Une heure de ferveur

De Muriel Barbery

Actes Sud, 256 p., 20,80 €

En 2020, Muriel Barbery publiait Une rose seule dans laquelle une jeune Française, Rose Arden, découvrait le Japon après la mort de son père Haru Ueno, un riche marchand d’art. Sans l’avoir connu, elle suivait le chemin initiatique, de jardins zens en temples bouddhistes, qu’il avait conçu pour elle à Kyoto au terme duquel lui était révélé le testament. Surgissaient autour de Rose les proches d’Haru qui, chacun à sa manière, levaient un coin du voile sur leur ami et leur culture. Avec Une heure de ferveur, l’écrivaine en livre le préquel sans qu’il soit nécessaire pour prendre plaisir à sa lecture d’avoir lu le précédent.

A l’heure de sa mort, Haru se dit que sa vie a tenu à trois fils : l’art, l’amitié et Rose, sa fille qu’il n’a jamais rencontrée. Fils d’un modeste brasseur de saké des montagnes, il a un talent exceptionnel pour voir la beauté, bâtir la renommée d’autrui et charmer toutes et tous. Entre lui et Keisuke Shibata, un artiste potier, grandit au fil des décennies un lien à l’épreuve de tous les obstacles de l’existence.

Paternité interdite

Pourtant, Haru ne lui révèle pas son secret. Il a eu une brève liaison avec Maud Arden, une Française aussi froide que sa chevelure est incendiaire, dont il a appris la grossesse une fois repartie en France. « Il n’a aucun doute que l’enfant est de lui et aucun doute non plus que ce sera une fille. En une fois, il se découvre père désirant l’être – père sans famille d’une enfant étrangère – et il en est bouleversé en même temps qu’il l’accueille. » Dans une lettre, il propose à Maud son soutien. « Quelques semaines s’étirent dans la brume et, enfin, Haru reçoit une réponse : L’enfant est de toi. Si tu cherches à me voir ou à le voir, je me tue. Pardonne-moi. »

Avec une délicatesse identique, Muriel Barbery revient à la source d’Une rose seule. Dans un Japon épris de ses formes artistiques traditionnelles, elle dépeint un petit monde cosmopolite uni par un sens aigu de la beauté et des amitiés indéfectibles.

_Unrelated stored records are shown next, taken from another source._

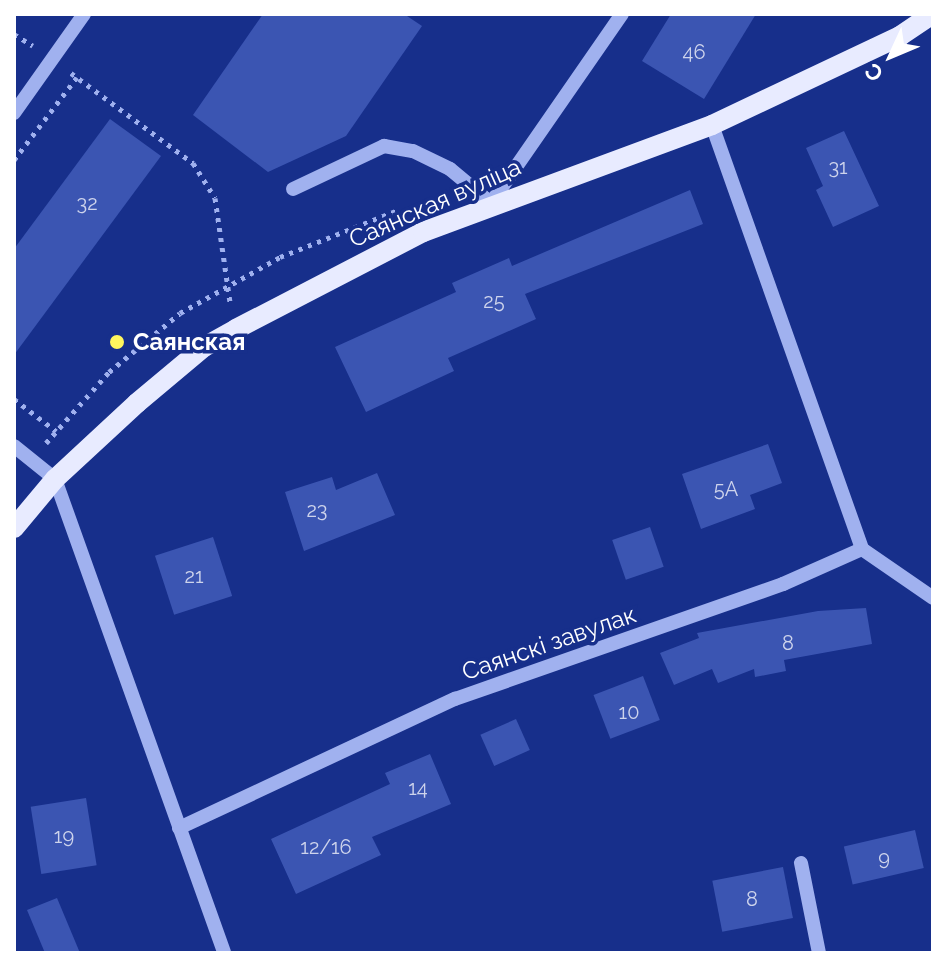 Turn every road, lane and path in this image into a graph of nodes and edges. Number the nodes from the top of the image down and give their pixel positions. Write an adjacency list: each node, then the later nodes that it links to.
1 (84, 14): 5 (street)
2 (622, 14): 11 (street)
3 (933, 14): 8 (main road, Саянская вуліца)
4 (14, 34): 5 (path)
5 (52, 59): 6 (path); 7 (street)
6 (77, 77): 9 (path); 12 (path)
7 (14, 113)
8 (712, 125): 11 (main road, Саянская вуліца); 18 (street)
9 (14, 160)
10 (293, 189): 11 (street)
11 (491, 203): 12 (main road, Саянская вуліца)
12 (236, 329): 16 (main road, Саянская вуліца)
13 (14, 399): 14 (path)
14 (56, 431)
15 (14, 446): 16 (street)
16 (55, 479): 17 (main road, Саянская вуліца); 20 (street)
17 (14, 528)
18 (862, 549): 19 (street); 20 (street, Саянскі завулак)
19 (933, 598)
20 (179, 828): 22 (street)
21 (801, 863): 23 (street)
22 (224, 953)
23 (819, 953) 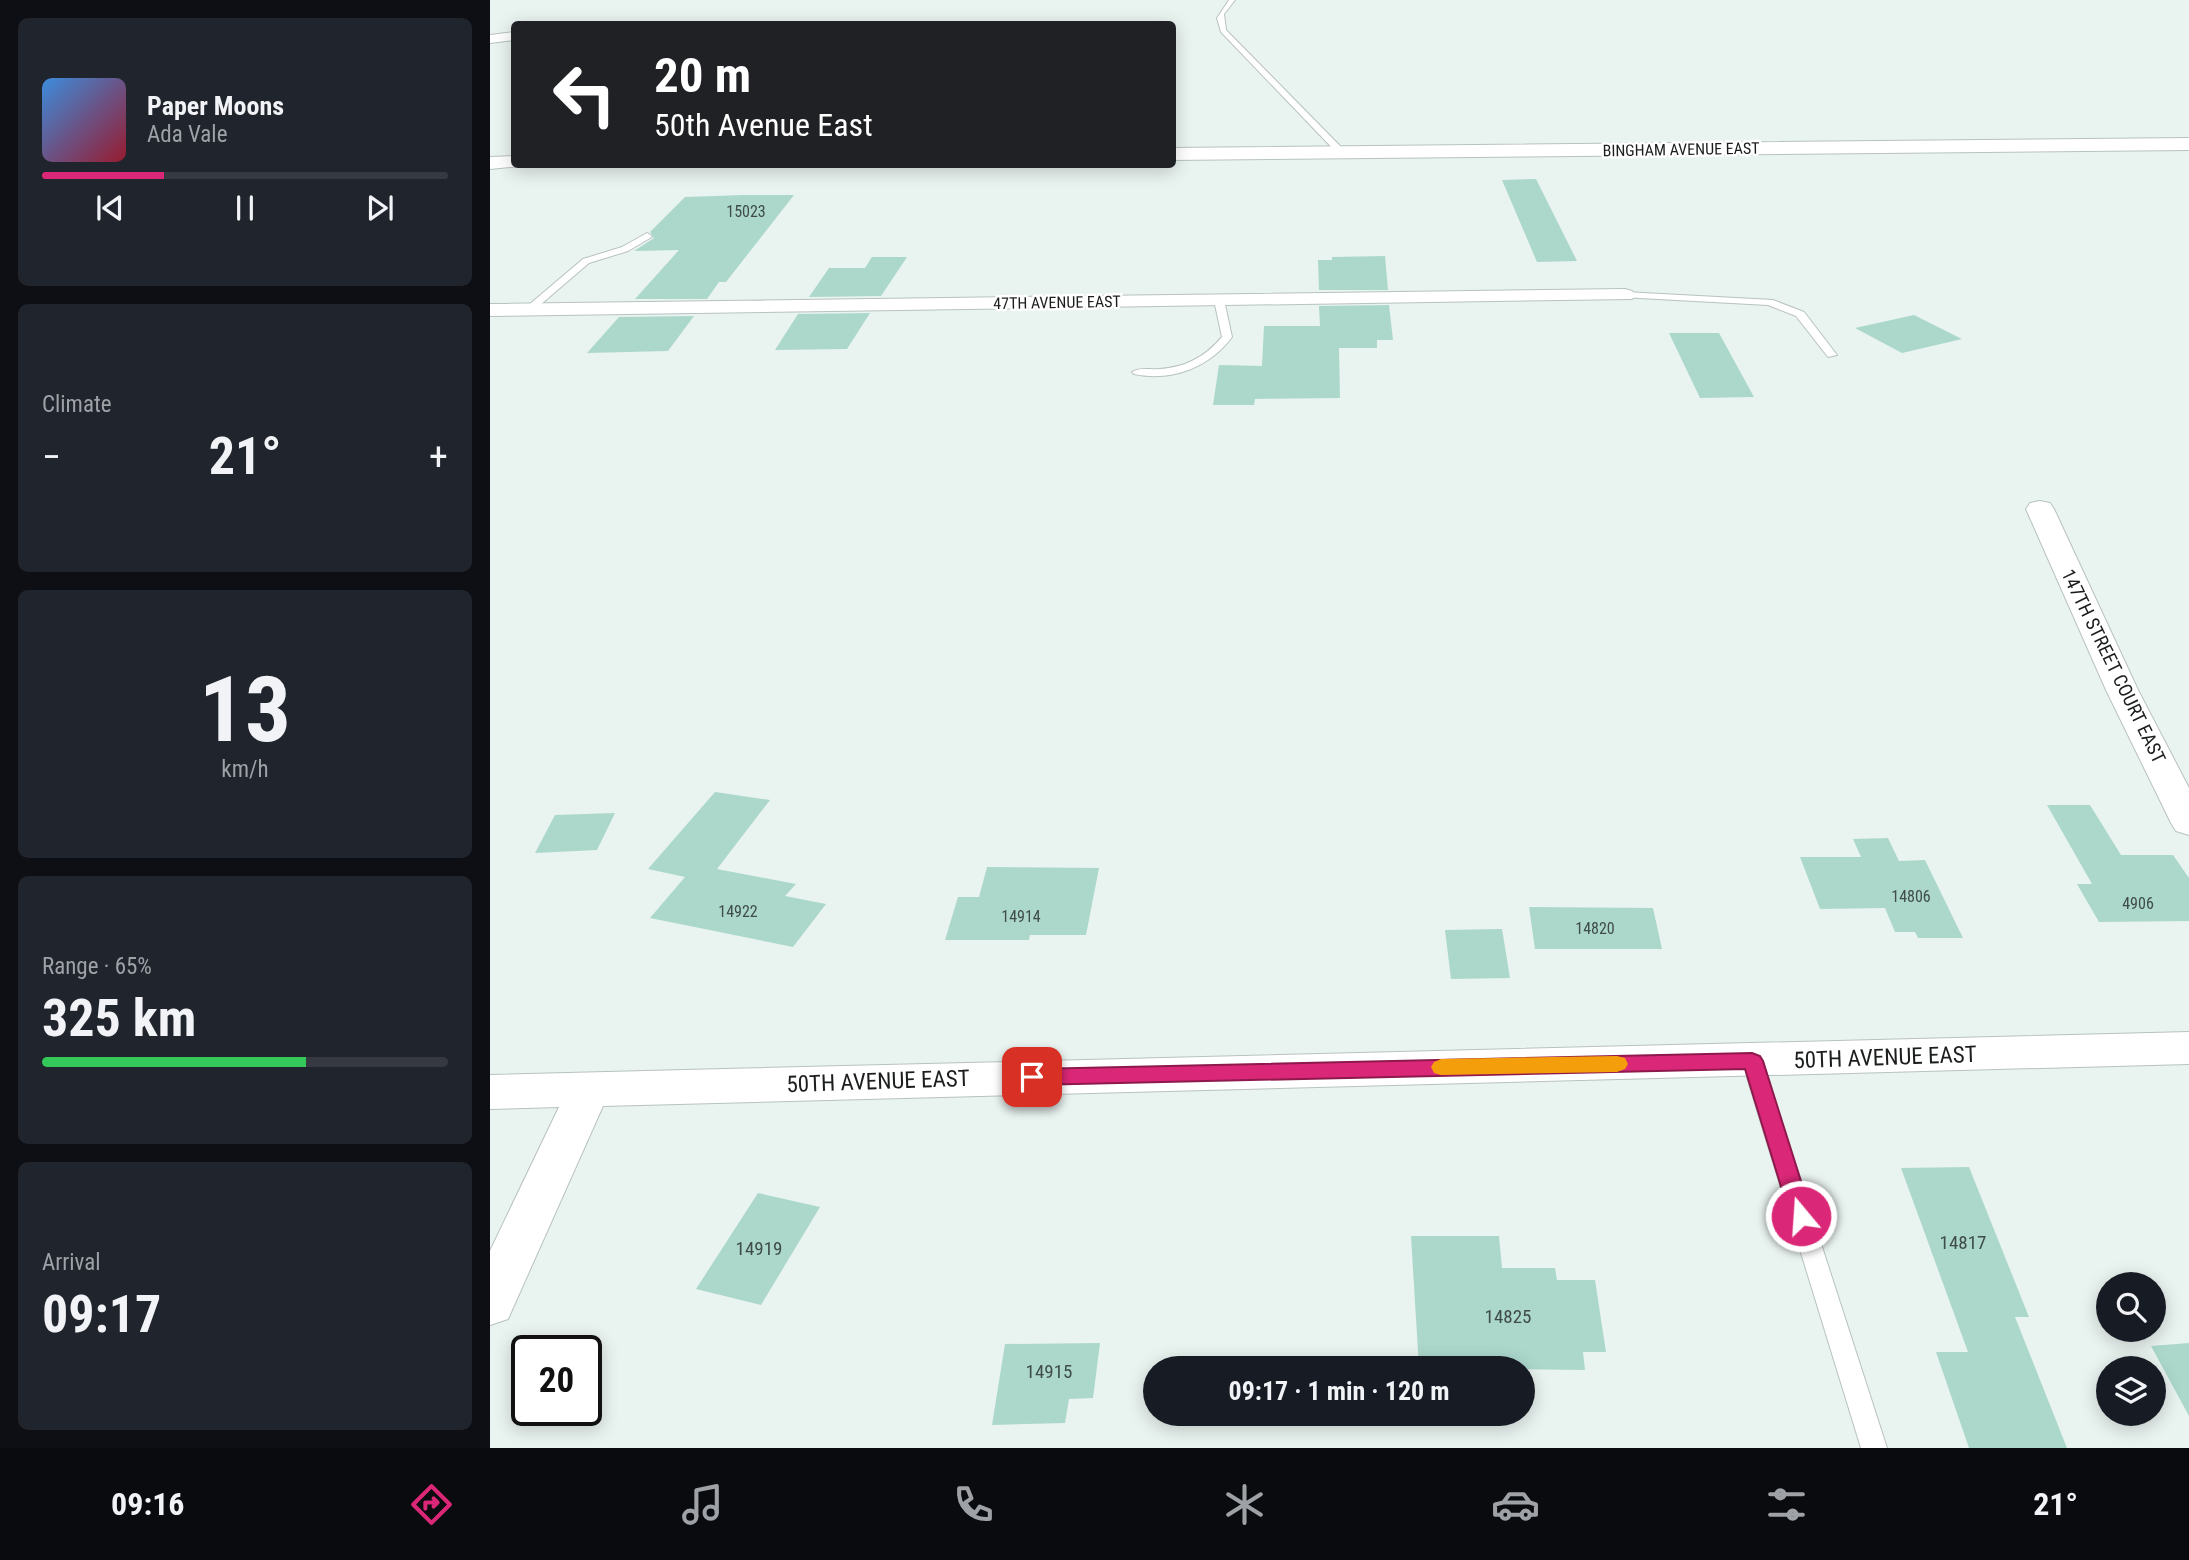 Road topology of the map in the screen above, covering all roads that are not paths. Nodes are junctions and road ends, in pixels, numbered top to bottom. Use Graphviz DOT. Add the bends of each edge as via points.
graph roads {
  1 [pos="1232,0"];
  2 [pos="511,36"];
  3 [pos="490,38"];
  4 [pos="2189,144"];
  5 [pos="1342,153"];
  6 [pos="1176,155"];
  7 [pos="511,162"];
  8 [pos="490,163"];
  9 [pos="647,236"];
  10 [pos="1625,295"];
  11 [pos="1219,300"];
  12 [pos="529,309"];
  13 [pos="490,310"];
  14 [pos="1832,355"];
  15 [pos="1138,372"];
  16 [pos="2040,509"];
  17 [pos="2189,823"];
  18 [pos="2189,1048"];
  19 [pos="1752,1061"];
  20 [pos="589,1090"];
  21 [pos="490,1092"];
  22 [pos="490,1303"];
  23 [pos="1874,1448"];
  1 -- 5 [label="lane" via="1219,17 1223,31"];
  2 -- 3 [label="street"];
  4 -- 5 [label="street, BINGHAM AVENUE EAST"];
  5 -- 6 [label="street, BINGHAM AVENUE EAST"];
  7 -- 8 [label="street"];
  9 -- 12 [label="lane" via="625,249 586,261"];
  10 -- 11 [label="street, 47TH AVENUE EAST"];
  10 -- 14 [label="lane" via="1769,302 1800,314"];
  11 -- 12 [label="street, 47TH AVENUE EAST"];
  11 -- 15 [label="lane" via="1227,338 1217,352 1161,374"];
  12 -- 13 [label="street, 47TH AVENUE EAST"];
  16 -- 17 [label="street, 147TH STREET COURT EAST" via="2122,690"];
  18 -- 19 [label="street, 50TH AVENUE EAST"];
  19 -- 20 [label="street, 50TH AVENUE EAST"];
  19 -- 23 [label="lane"];
  20 -- 21 [label="street, 50TH AVENUE EAST"];
  20 -- 22 [label="street"];
}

En son épicentre, Haru vit dans une solitude absolue sa paternité interdite. A défaut de mots, il obtient des images de Rose, des photos volées d’elle, de sa mère éteinte et de sa grand-mère souriante chez qui elles s’installent en Touraine. Au fil des années, la fillette grandit et les sentiments d’Haru se métamorphosent, entre frustration et plénitude, joie et mélancolie. Dans ce récit lent émaillé de contes anciens et de haïkus, Muriel Barbery immerge ses lecteurs dans un certain Japon, de puissantes réflexions sur la vie et sur le sens que peut donner à l’existence la paternité, même plus fantasmée que vécue.